- **Task goal**
Beginning with the first line of the data below, reproduce every line unchanged, ending with the line that holds "I need the junctions".

- **Available records**
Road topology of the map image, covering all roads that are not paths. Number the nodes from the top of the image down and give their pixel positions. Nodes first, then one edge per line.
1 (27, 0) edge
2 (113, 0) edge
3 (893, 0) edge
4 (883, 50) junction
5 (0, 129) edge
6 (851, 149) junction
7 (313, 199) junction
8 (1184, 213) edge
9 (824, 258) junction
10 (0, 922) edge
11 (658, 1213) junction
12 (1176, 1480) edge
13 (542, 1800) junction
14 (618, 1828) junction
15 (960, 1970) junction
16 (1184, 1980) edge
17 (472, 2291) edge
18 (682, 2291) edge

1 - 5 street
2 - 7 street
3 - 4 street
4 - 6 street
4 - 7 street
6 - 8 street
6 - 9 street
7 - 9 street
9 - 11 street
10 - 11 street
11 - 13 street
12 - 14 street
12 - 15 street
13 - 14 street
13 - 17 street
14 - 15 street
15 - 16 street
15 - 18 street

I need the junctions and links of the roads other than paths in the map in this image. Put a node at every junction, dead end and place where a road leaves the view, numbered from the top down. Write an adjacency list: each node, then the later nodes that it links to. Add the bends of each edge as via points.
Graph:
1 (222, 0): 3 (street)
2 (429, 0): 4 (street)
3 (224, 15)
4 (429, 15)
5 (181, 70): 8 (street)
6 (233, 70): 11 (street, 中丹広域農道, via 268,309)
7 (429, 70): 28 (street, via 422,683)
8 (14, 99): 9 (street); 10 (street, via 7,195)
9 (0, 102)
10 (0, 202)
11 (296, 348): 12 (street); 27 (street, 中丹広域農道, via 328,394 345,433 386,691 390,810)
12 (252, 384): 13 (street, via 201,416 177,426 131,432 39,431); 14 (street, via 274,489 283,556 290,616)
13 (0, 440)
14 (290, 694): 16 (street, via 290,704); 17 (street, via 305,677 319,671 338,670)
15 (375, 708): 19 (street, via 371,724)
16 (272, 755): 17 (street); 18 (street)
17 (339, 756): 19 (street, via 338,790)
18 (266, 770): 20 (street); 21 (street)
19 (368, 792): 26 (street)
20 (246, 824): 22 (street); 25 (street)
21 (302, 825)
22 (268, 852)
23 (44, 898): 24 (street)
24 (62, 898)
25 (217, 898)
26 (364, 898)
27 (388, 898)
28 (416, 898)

- **Solution below**
Road topology of the map image, covering all roads that are not paths. Number the nodes from the top of the image down and give their pixel positions. Nodes first, then one edge per line.
1 (27, 0) edge
2 (113, 0) edge
3 (893, 0) edge
4 (883, 50) junction
5 (0, 129) edge
6 (851, 149) junction
7 (313, 199) junction
8 (1184, 213) edge
9 (824, 258) junction
10 (0, 922) edge
11 (658, 1213) junction
12 (1176, 1480) edge
13 (542, 1800) junction
14 (618, 1828) junction
15 (960, 1970) junction
16 (1184, 1980) edge
17 (472, 2291) edge
18 (682, 2291) edge

1 - 5 street
2 - 7 street
3 - 4 street
4 - 6 street
4 - 7 street
6 - 8 street
6 - 9 street
7 - 9 street
9 - 11 street
10 - 11 street
11 - 13 street
12 - 14 street
12 - 15 street
13 - 14 street
13 - 17 street
14 - 15 street
15 - 16 street
15 - 18 street

I need the junctions and links of the roads other than paths in the map in this image. Put a node at every junction, dead end and place where a road leaves the view, numbered from the top down. Write an adjacency list: each node, then the later nodes that it links to. Add the bends of each edge as via points.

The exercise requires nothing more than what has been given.